- [Exercise]: How many lines in the listing below include the word "that"? Reply with the count alone.

- [Available data]:
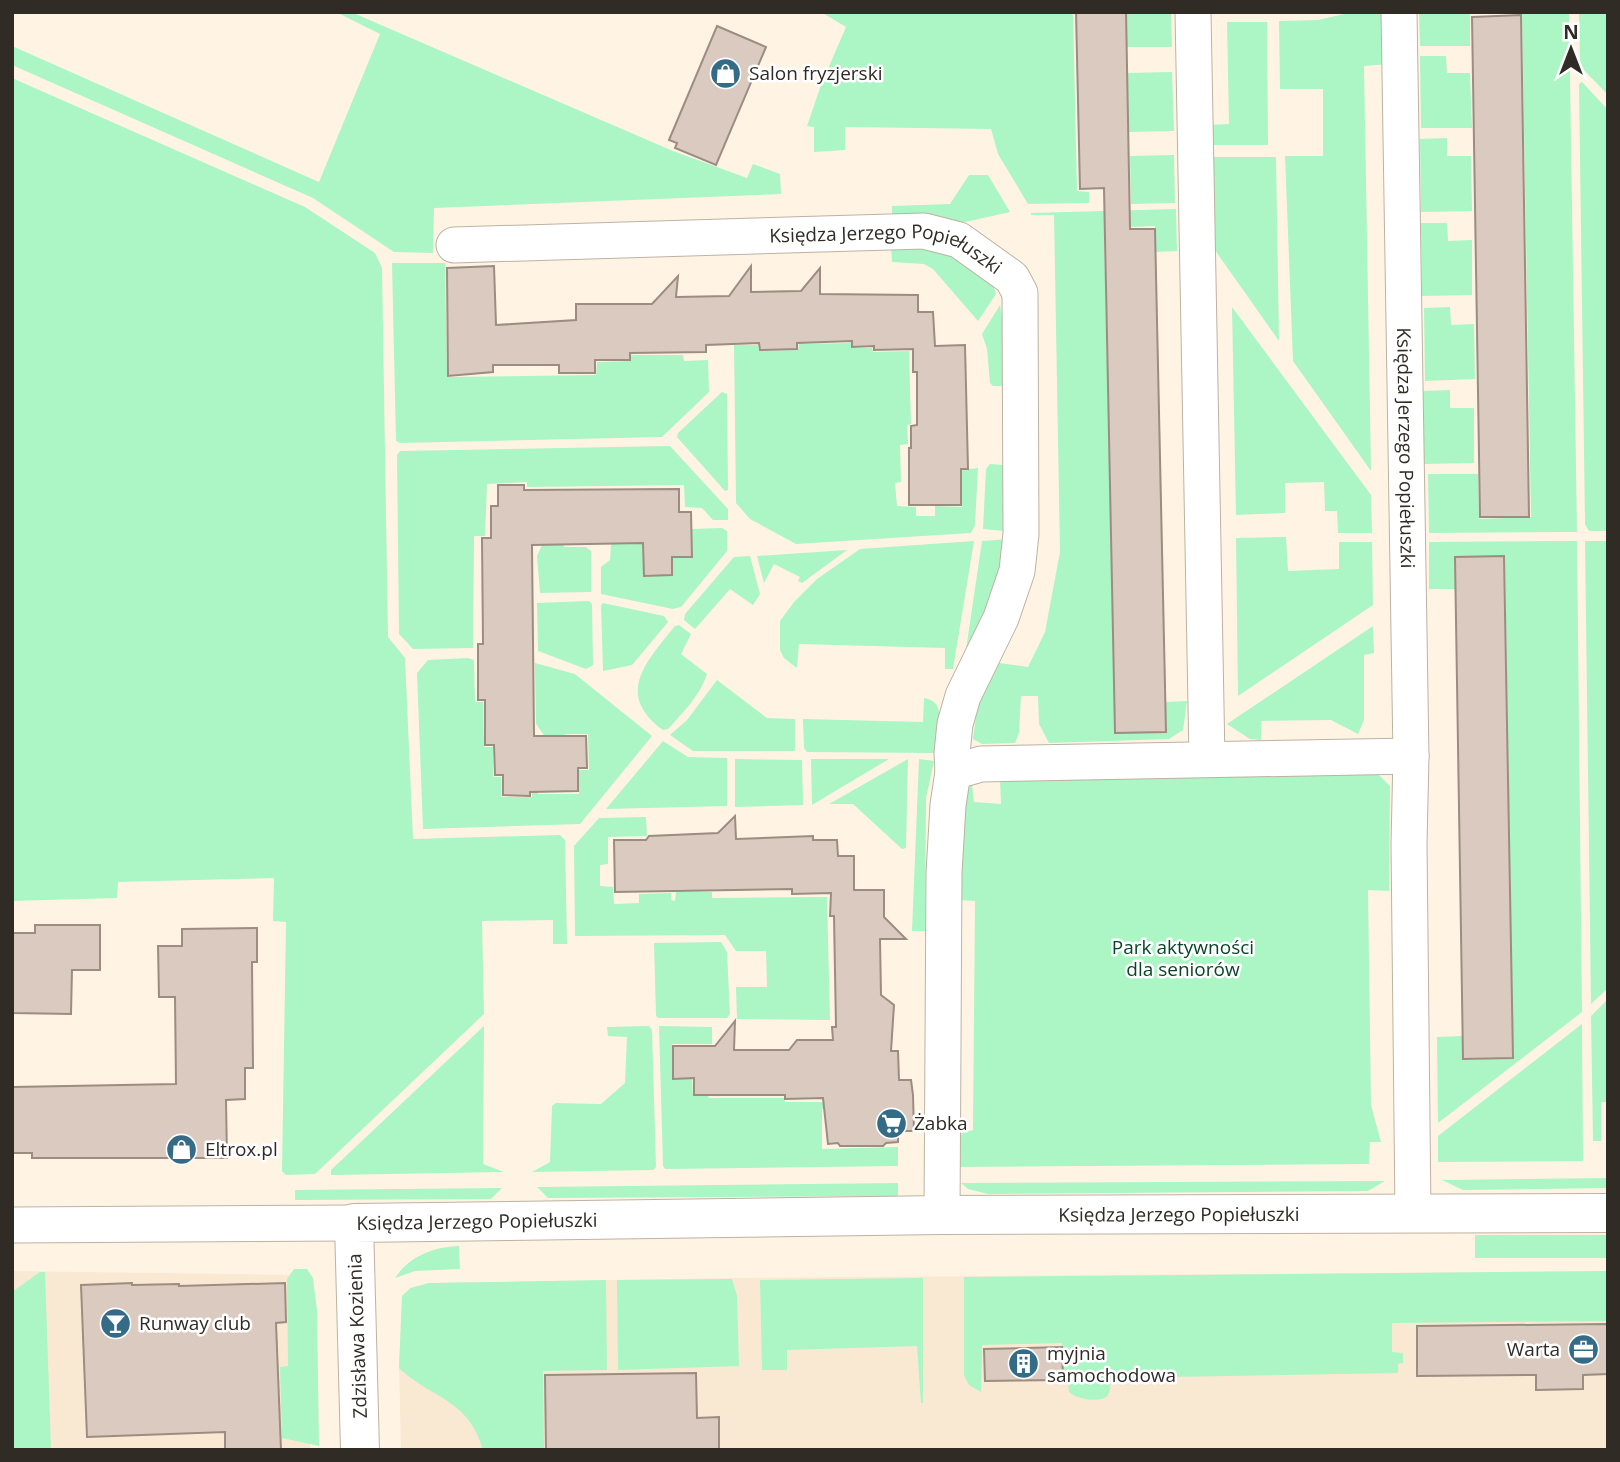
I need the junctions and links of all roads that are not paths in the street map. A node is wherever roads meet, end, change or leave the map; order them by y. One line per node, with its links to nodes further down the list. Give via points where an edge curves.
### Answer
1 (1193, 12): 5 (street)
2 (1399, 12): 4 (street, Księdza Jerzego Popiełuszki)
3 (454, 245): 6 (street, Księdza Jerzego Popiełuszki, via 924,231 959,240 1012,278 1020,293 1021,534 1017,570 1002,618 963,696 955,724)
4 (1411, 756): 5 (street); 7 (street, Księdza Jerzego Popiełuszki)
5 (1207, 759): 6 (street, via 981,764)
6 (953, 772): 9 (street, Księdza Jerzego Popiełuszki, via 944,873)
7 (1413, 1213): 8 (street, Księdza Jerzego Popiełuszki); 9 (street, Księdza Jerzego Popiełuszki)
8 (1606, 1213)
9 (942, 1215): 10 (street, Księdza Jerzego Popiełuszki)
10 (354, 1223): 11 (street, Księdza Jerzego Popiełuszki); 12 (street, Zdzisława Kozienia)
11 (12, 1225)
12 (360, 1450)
--
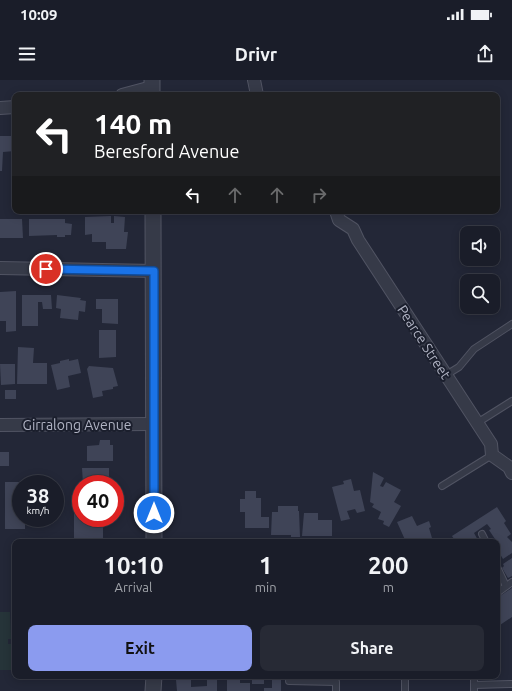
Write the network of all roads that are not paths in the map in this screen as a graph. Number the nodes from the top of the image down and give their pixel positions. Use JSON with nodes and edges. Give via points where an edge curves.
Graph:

- [Solution to this task]: 2